Issues surrounding the initial radiation of marsupials in North America—its origin (biogeographic and phylogenetic), timing, and dynamics—cannot be adequately addressed on the basis of the existing fossil record. With the limitations of the fossil record in mind, however, several observations bear further rumination. (1) The Mussentuchit local fauna, dated at about 98.5 Ma, includes the oldest known marsupials. (2) The marsupials of this fauna are morphologically similar and are characterized mainly by plesiomorphies with respect to geologically younger taxa. (3) Four marsupial species are recognized in the Mussentuchit local fauna; each of the species is rare. Density and diversity of sampling, together with representation of other elements of the fauna, suggest that the record for this assemblage reflects original abundance and diversity of marsupials relative to other mammals. (4) Abundance, morphologic diversity, and taxonomic diversity of marsupials in the Mussentuchit local fauna contrasts sharply with what is seen in Late Cretaceous assemblages of North America, where marsupials are conspicuous and dominant elements. (5) The mammalian fauna of the Dakota Formation, Utah, is of late Cenomanian age, 3–5 Ma younger than that of the upper Cedar Mountain Formation. Marsupials of the Dakota Formation (see Eaton, 1993) are relatively more abundant and are morphologically and taxonomically more diverse than those of the upper Cedar Mountain Formation: composition of the Dakota fauna, at least in terms of marsupials, resembles that of other Late Cretaceous assemblages from North America. These observations suggest the working hypothesis that the Mussentuchit local fauna includes the basal radiations of marsupials in North America, whatever the timing and place of origin for the cohort Marsupialia.
Acknowledgments
I am pleased and honored to participate in this tribute to Malcolm McKenna, whose support and encouragement were instrumental in turning my research program to Mesozoic mammals some 20 years ago. I thank the Judd family of Castle Dale, Utah, for their enthusiastic, unwavering help in field activities. I also acknowledge with heartfelt thanks the many colleagues, former students, and friends who cheerfully shared the burden of field and lab activities, principal among them: E. M. Larson, S. K. Madsen, R. L. Nydam, and K. S. Smith. Scanning electron micrographs shown in figures 5.3–5.6 were taken by T. Rippy. I am grateful to J. G. Eaton for advice in the field program, and for arranging the loan of MNA specimens to me. Partial support for this research was provided by NGS grants 4761–91 and 5021–92, and NSF grants BSR-8906992, DEB-9401094, and DEB-9870173.
REFERENCES
TABLE 5.1 Dental Measurements of Adelodelphys muizoni
TABLE 5.2 Dental Measurements of Sinbadelphys schmidti
TABLE 5.3 Dental Measurements of Pariadens mckennai
TABLE 5.4 Marsupial Component of Mammalian Diversity in the Late Cretaceous of North Americaa
[1] The third major clade of living mammals, Monotremata, remained unrepresented by Mesozoic fossils until nearly a century later (Archer et al., 1985).
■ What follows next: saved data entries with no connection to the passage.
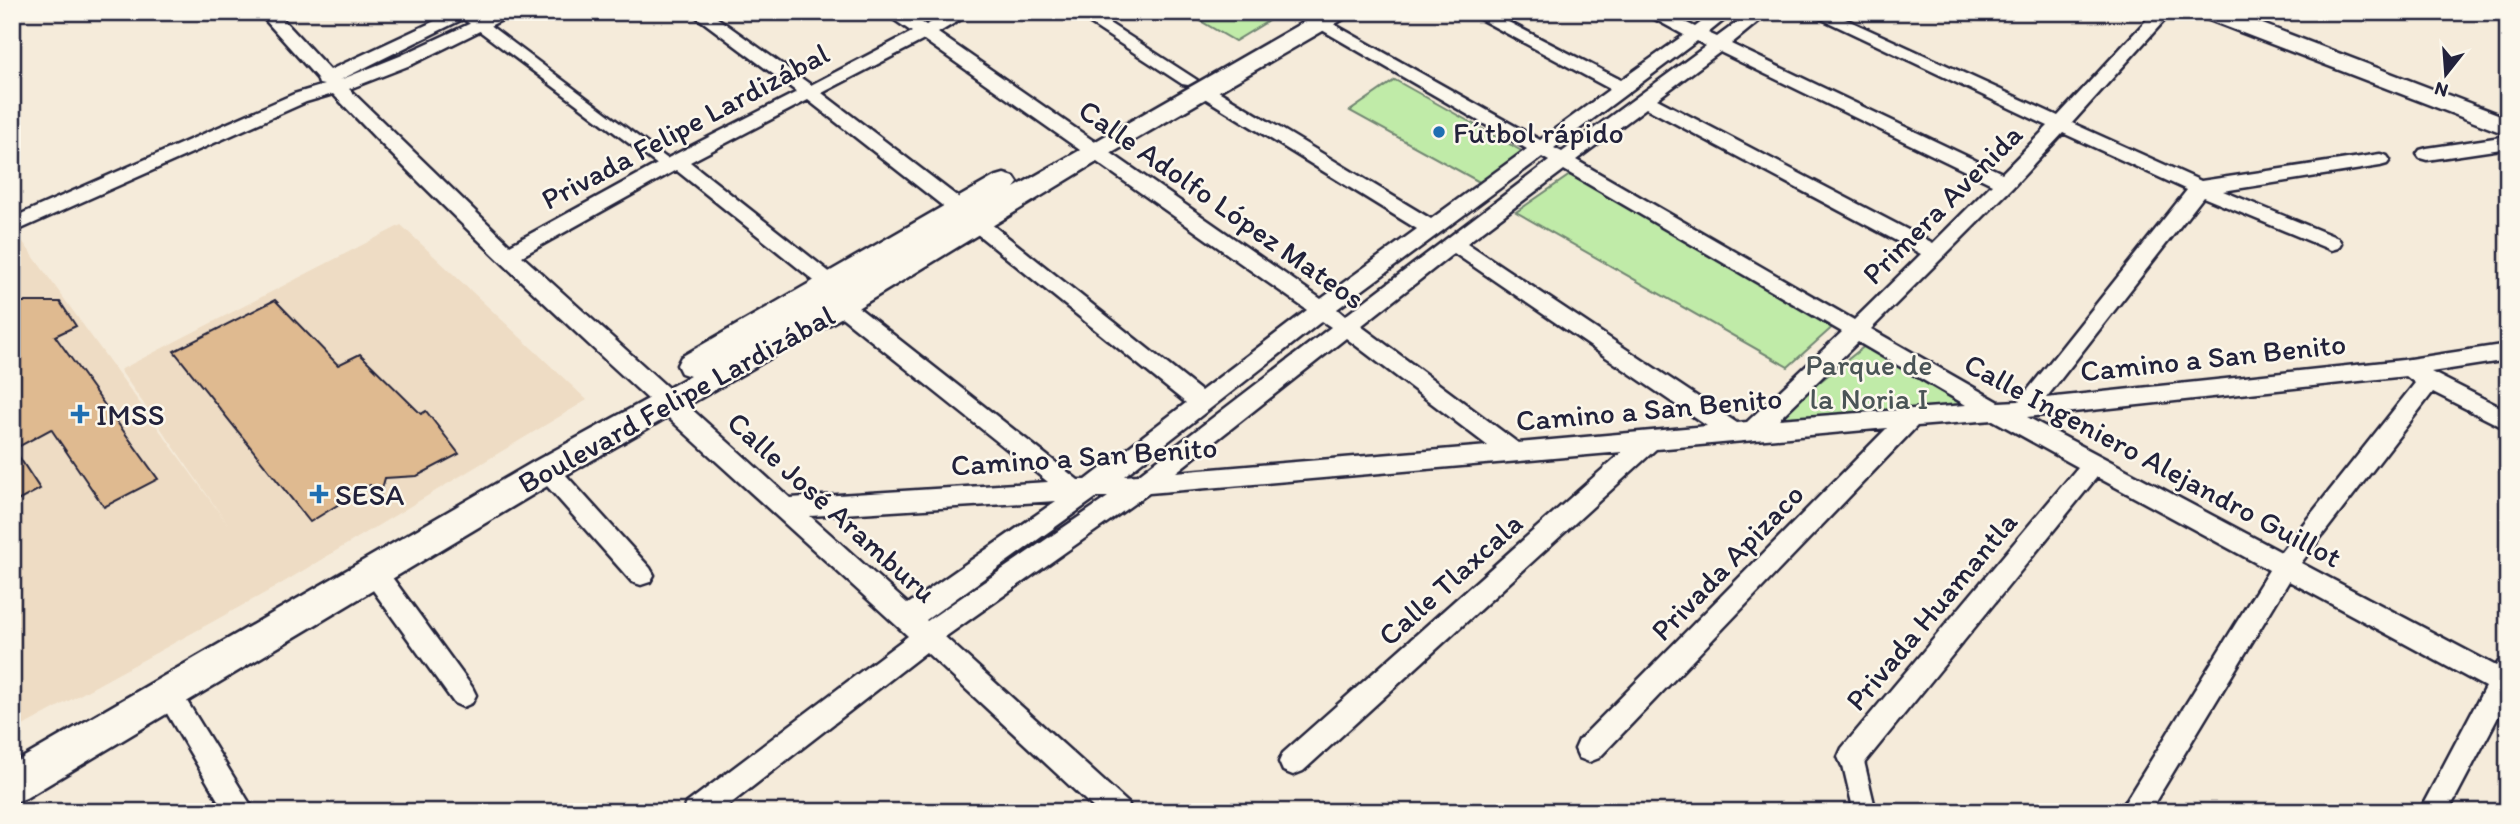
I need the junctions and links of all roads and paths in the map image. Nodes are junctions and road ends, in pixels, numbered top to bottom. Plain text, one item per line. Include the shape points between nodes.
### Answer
1 (266, 12) edge
2 (510, 12) edge
3 (698, 12) edge
4 (891, 12) edge
5 (965, 12) edge
6 (1080, 12) edge
7 (1475, 12) edge
8 (1650, 12) edge
9 (1726, 12) edge
10 (1762, 12) edge
11 (1815, 12) edge
12 (2164, 12) edge
13 (2209, 12) edge
14 (2258, 12) edge
15 (1313, 15) edge
16 (472, 17) edge
17 (926, 33) junction
18 (1697, 34) junction
19 (1718, 45) junction
20 (331, 84) junction
21 (1196, 85) junction
22 (1624, 89) junction
23 (809, 92) junction
24 (1645, 100) junction
25 (2508, 104) edge
26 (2064, 124) junction
27 (2508, 127) edge
28 (2508, 142) edge
29 (1088, 146) junction
30 (1542, 150) junction
31 (2427, 154) dead end
32 (2380, 160) dead end
33 (1563, 161) junction
34 (672, 163) junction
35 (2006, 183) junction
36 (2199, 188) junction
37 (969, 216) junction
38 (12, 226) edge
39 (1430, 229) junction
40 (1453, 243) junction
41 (2331, 243) dead end
42 (1935, 253) junction
43 (508, 255) junction
44 (835, 294) junction
45 (1321, 310) junction
46 (1345, 326) junction
47 (1857, 331) junction
48 (2508, 352) edge
49 (2403, 368) junction
50 (2429, 381) junction
51 (661, 396) junction
52 (1200, 402) junction
53 (2025, 409) junction
54 (1997, 412) junction
55 (1910, 419) junction
56 (2508, 421) edge
57 (1743, 431) junction
58 (1650, 442) junction
59 (1514, 453) junction
60 (2095, 463) junction
61 (547, 470) junction
62 (1144, 484) junction
63 (1083, 489) junction
64 (782, 508) junction
65 (2285, 565) junction
66 (374, 572) junction
67 (641, 575) dead end
68 (332, 585) junction
69 (918, 626) junction
70 (2505, 679) edge
71 (169, 693) junction
72 (463, 695) dead end
73 (1589, 749) dead end
74 (1852, 757) joint
75 (12, 761) edge
76 (1293, 762) dead end
77 (12, 785) edge
78 (241, 812) edge
79 (697, 812) edge
80 (1118, 812) edge
81 (1865, 812) edge
82 (2133, 812) edge
83 (2433, 812) edge

1 - 20 street, Calle José Aramburu
2 - 16 street
3 - 23 street
4 - 17 street, Calle Adolfo López Mateos
5 - 17 street, Privada Felipe Lardizábal
6 - 21 street
7 - 22 street
8 - 18 street
9 - 18 street
10 - 19 street
11 - 26 street
12 - 26 street, Primera Avenida
13 - 27 main road
14 - 25 main road
15 - 21 main road, Boulevard Felipe Lardizábal
15 - 30 street, Calle Ingeniero Alejandro Guillot
16 - 20 street
16 - 34 street
17 - 23 street, Privada Felipe Lardizábal
17 - 29 street, Calle Adolfo López Mateos
18 - 19 street
18 - 22 street
19 - 24 street
19 - 35 street
20 - 38 street
20 - 43 street, Calle José Aramburu
21 - 29 main road, Boulevard Felipe Lardizábal
21 - 39 street
22 - 30 street
23 - 34 street, Privada Felipe Lardizábal
23 - 37 street
24 - 33 street
24 - 42 street
26 - 35 street, Primera Avenida
26 - 36 street
28 - 31 street
29 - 37 main road, Boulevard Felipe Lardizábal
29 - 45 street, Calle Adolfo López Mateos
30 - 33 street, Calle Ingeniero Alejandro Guillot
30 - 39 street
32 - 36 street
33 - 40 street
33 - 47 street, Calle Ingeniero Alejandro Guillot
34 - 43 street, Privada Felipe Lardizábal
34 - 44 street
35 - 42 street, Primera Avenida
36 - 41 street
36 - 53 street
37 - 44 main road, Boulevard Felipe Lardizábal
37 - 52 street
39 - 45 street
40 - 46 street
40 - 57 street
42 - 47 street, Primera Avenida
43 - 51 street, Calle José Aramburu
44 - 51 main road, Boulevard Felipe Lardizábal
44 - 63 street
45 - 46 street, Calle Adolfo López Mateos
45 - 52 street
46 - 59 street, Calle Adolfo López Mateos
46 - 62 street
47 - 54 street, Calle Ingeniero Alejandro Guillot
47 - 57 street, Primera Avenida
48 - 49 street, Camino a San Benito
49 - 50 street
49 - 53 street, Camino a San Benito
50 - 56 street
50 - 65 street
51 - 61 main road, Boulevard Felipe Lardizábal
51 - 64 street, Calle José Aramburu
51 - 68 main road, Boulevard Felipe Lardizábal
52 - 63 street
53 - 54 street, Camino a San Benito
54 - 55 street, Camino a San Benito
54 - 60 street, Calle Ingeniero Alejandro Guillot
55 - 57 street, Camino a San Benito
55 - 73 street, Privada Apizaco
57 - 58 street, Camino a San Benito
58 - 59 street, Camino a San Benito
58 - 76 street, Calle Tlaxcala
59 - 62 street, Camino a San Benito
60 - 65 street, Calle Ingeniero Alejandro Guillot
60 - 74 street, Privada Huamantla
61 - 66 main road, Boulevard Felipe Lardizábal
61 - 67 street
62 - 63 street, Camino a San Benito
62 - 69 street
63 - 64 street, Camino a San Benito
63 - 69 street
64 - 69 street, Calle José Aramburu
65 - 70 street, Calle Ingeniero Alejandro Guillot
65 - 82 street
66 - 68 main road, Boulevard Felipe Lardizábal
66 - 72 street
68 - 71 main road, Boulevard Felipe Lardizábal
68 - 75 main road, Boulevard Felipe Lardizábal
69 - 79 street
69 - 80 street, Calle José Aramburu
70 - 83 street
71 - 77 main road, Boulevard Felipe Lardizábal
71 - 78 street
74 - 81 street, Privada Huamantla

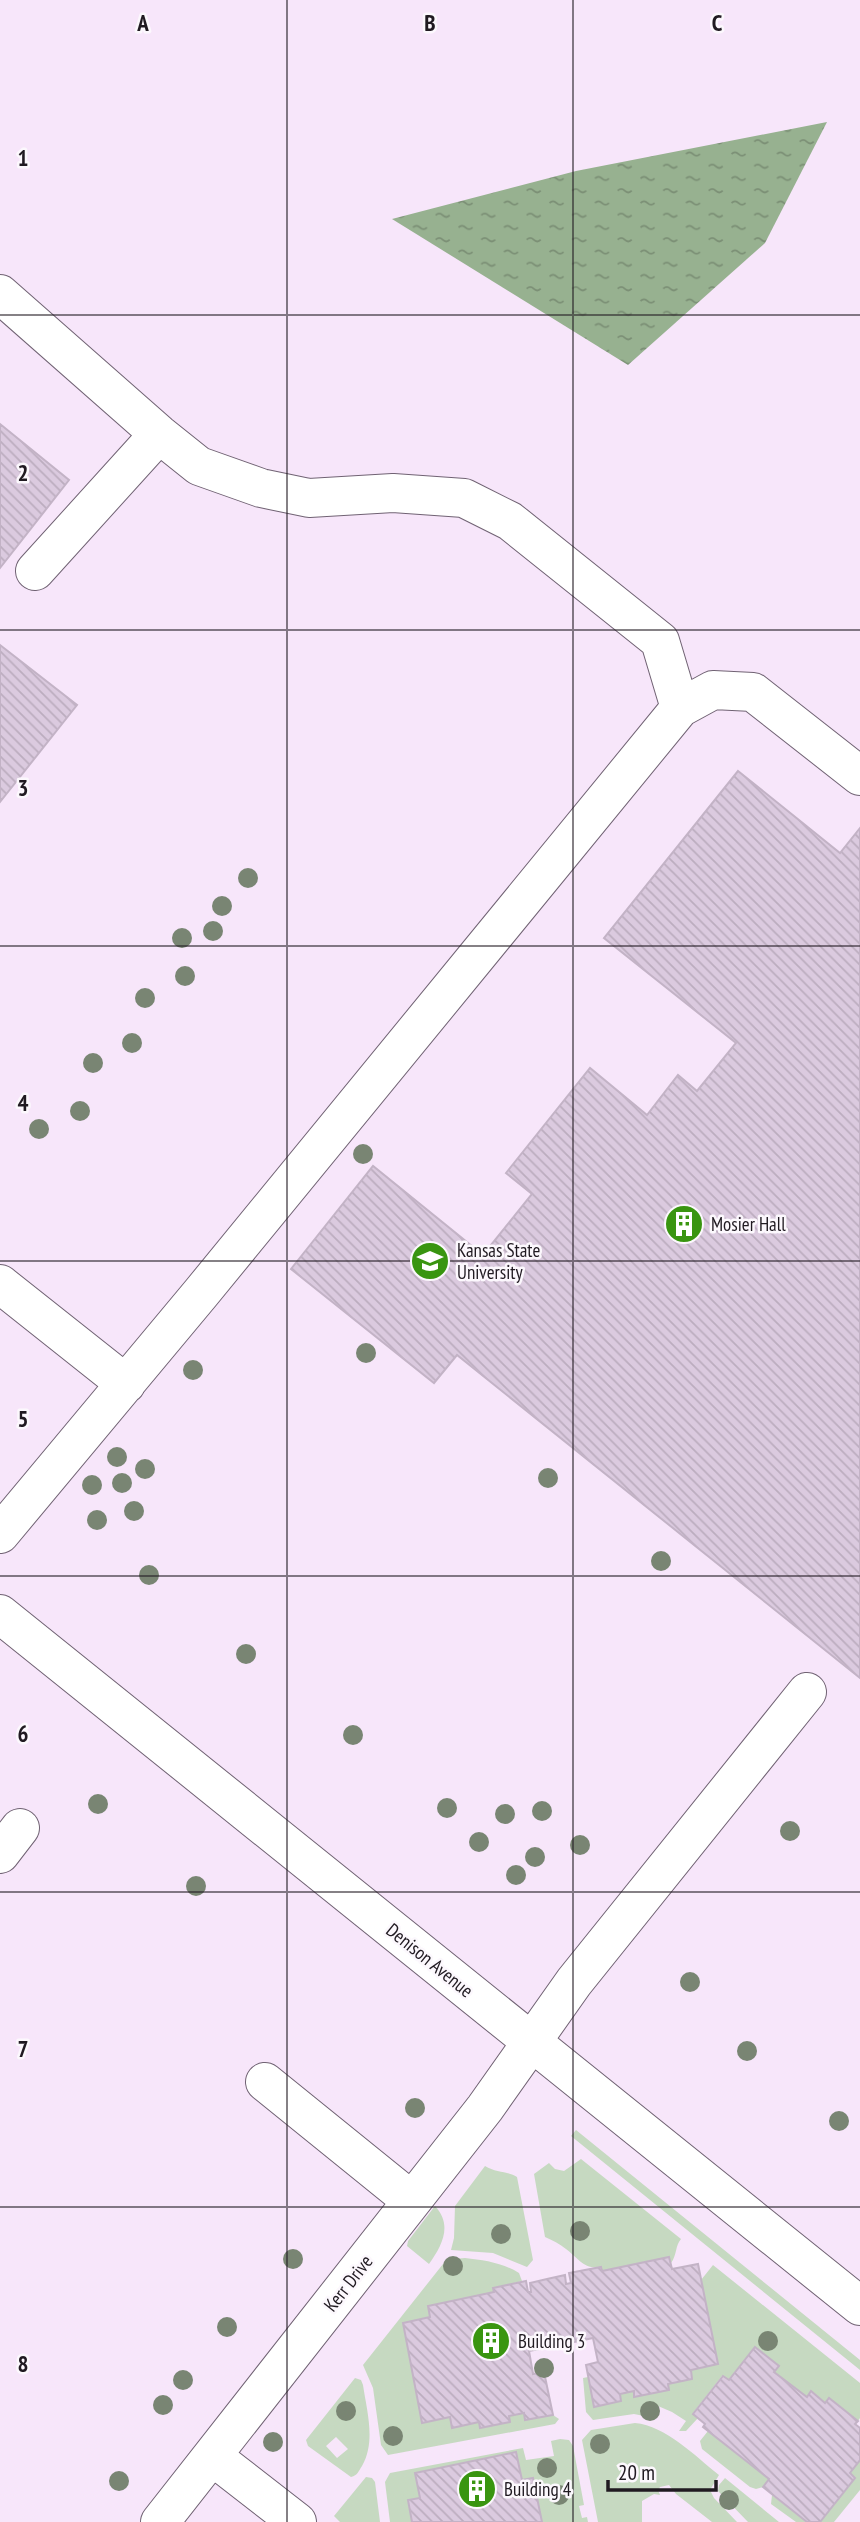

[2] This character was brought to my attention by Dave Archibald, who further pointed out (personal communication) that a similar paraconid keel is encountered among some early eutherians such as Paranyctoides (see Archibald and Averianov, 2001: fig. 1A).
[3] A third, represented by the unnamed “Gurlin Tsav skull” (Kielan-Jaworowska and Nessov, 1990; Szalay and Trofimov, 1996), is implicitly placed within Marsupialia by the phylogeny of Rougier et al. (1998).